Texas A&M Institute for Bioscience and Technology, 2121 W. Holcombe Blvd, Houston, TX, 77030, United States of America.
Health Res Policy Syst. 2024 Dec 19;22(1):170. doi: 10.1186/s12961-024-01258-9.
Most forms of clinical research examine a very minute cross section of the patient journey. Much of the knowledge and evidence base driving current genomic medicine practice entails blind spots arising from underrepresentation and lack of research participation in clinicogenomic databases. The flaws are perpetuated in AI models and clinical practice guidelines that reflect the lack of diversity in data being used. Participation in clinical research and biobanks is impeded in many populations due to a variety of factors that include knowledge, trust, healthcare access, administrative barriers, and technology gaps. A recent symposium brought industry, clinical, and research participants in clinicogenomics to discuss practical challenges and potential for new data sharing models that are patient centric and federated in nature and can address health disparities that might be perpetuated by lack of diversity in clinicogenomic research, biobanks, and datasets. Clinical data governance was recognized as a multiagent problem, and governance practices need to be more patient centric to address most barriers. Digital tools that preserve privacy, document provenance, and enable the management of data as intellectual property have great promise. Policy updates realigning and rationalizing clinical data governance practices are warranted.

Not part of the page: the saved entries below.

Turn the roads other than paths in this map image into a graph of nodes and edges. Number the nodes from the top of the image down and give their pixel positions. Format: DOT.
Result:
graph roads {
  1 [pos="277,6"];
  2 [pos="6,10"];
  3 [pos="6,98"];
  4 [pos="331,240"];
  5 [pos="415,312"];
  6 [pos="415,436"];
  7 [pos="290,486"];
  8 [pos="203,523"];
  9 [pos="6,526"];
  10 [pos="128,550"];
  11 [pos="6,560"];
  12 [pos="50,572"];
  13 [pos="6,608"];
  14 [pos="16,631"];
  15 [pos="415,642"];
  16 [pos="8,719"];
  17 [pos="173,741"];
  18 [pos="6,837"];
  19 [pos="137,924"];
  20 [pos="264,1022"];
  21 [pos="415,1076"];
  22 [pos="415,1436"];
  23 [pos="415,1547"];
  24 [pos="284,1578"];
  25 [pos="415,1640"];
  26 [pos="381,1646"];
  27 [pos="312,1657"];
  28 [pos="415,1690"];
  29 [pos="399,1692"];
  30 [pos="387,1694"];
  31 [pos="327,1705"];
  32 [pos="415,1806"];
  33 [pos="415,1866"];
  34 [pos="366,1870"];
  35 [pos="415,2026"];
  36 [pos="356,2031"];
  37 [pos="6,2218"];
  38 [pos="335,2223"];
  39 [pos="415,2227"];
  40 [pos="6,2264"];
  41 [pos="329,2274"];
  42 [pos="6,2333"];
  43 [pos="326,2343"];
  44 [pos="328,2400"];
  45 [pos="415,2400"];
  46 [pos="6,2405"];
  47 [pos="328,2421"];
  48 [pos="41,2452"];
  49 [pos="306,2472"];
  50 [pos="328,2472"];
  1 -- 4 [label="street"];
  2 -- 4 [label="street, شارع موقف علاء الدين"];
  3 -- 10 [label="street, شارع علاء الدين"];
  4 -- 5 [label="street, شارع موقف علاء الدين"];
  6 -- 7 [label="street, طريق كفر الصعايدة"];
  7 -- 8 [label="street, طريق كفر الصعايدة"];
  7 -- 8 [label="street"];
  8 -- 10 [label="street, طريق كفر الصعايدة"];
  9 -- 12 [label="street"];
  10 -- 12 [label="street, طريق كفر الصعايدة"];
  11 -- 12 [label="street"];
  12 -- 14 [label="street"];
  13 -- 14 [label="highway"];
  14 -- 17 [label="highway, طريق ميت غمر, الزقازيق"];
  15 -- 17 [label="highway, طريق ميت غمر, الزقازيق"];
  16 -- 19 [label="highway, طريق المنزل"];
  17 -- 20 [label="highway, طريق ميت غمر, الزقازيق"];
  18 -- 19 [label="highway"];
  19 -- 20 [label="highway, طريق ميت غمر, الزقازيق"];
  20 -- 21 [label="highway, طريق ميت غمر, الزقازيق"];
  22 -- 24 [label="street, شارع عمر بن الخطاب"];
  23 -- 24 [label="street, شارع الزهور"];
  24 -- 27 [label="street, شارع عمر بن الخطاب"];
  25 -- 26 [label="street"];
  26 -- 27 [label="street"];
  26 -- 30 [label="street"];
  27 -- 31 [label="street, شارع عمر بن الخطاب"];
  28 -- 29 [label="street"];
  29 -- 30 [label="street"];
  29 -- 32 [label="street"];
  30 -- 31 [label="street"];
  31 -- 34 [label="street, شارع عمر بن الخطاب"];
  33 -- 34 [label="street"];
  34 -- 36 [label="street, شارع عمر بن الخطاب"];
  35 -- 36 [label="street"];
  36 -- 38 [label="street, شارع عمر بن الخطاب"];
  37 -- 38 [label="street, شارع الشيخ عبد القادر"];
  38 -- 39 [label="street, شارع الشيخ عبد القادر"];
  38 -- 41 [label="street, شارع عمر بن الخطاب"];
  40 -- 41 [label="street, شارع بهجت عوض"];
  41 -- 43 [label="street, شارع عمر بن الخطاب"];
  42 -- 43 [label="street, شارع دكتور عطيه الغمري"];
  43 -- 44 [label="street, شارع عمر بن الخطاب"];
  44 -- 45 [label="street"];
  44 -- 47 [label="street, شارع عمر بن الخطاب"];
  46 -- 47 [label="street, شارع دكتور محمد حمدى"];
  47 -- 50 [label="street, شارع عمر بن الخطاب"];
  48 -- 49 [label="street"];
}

大多数形式的临床研究只考察了患者就医过程中非常微小的一个横截面。目前推动基因组医学实践的许多知识和证据基础存在盲点,这些盲点源于临床基因组数据库代表性不足以及缺乏研究参与。这些缺陷在人工智能模型和临床实践指南中持续存在,反映出所使用数据缺乏多样性。由于包括知识、信任、医疗服务可及性、行政障碍和技术差距等多种因素,许多人群参与临床研究和生物样本库的积极性受到阻碍。最近的一次研讨会汇聚了临床基因组学领域的行业、临床和研究参与者,讨论以患者为中心、本质上是联合式的新数据共享模型所面临的实际挑战和潜力,这些模型能够解决因临床基因组研究、生物样本库和数据集缺乏多样性而可能长期存在的健康差异问题。临床数据治理被视为一个多主体问题,治理实践需要更加以患者为中心,以克服大多数障碍。能够保护隐私、记录数据来源并实现数据作为知识产权进行管理的数字工具具有巨大潜力。有必要更新政策,调整和理顺临床数据治理实践。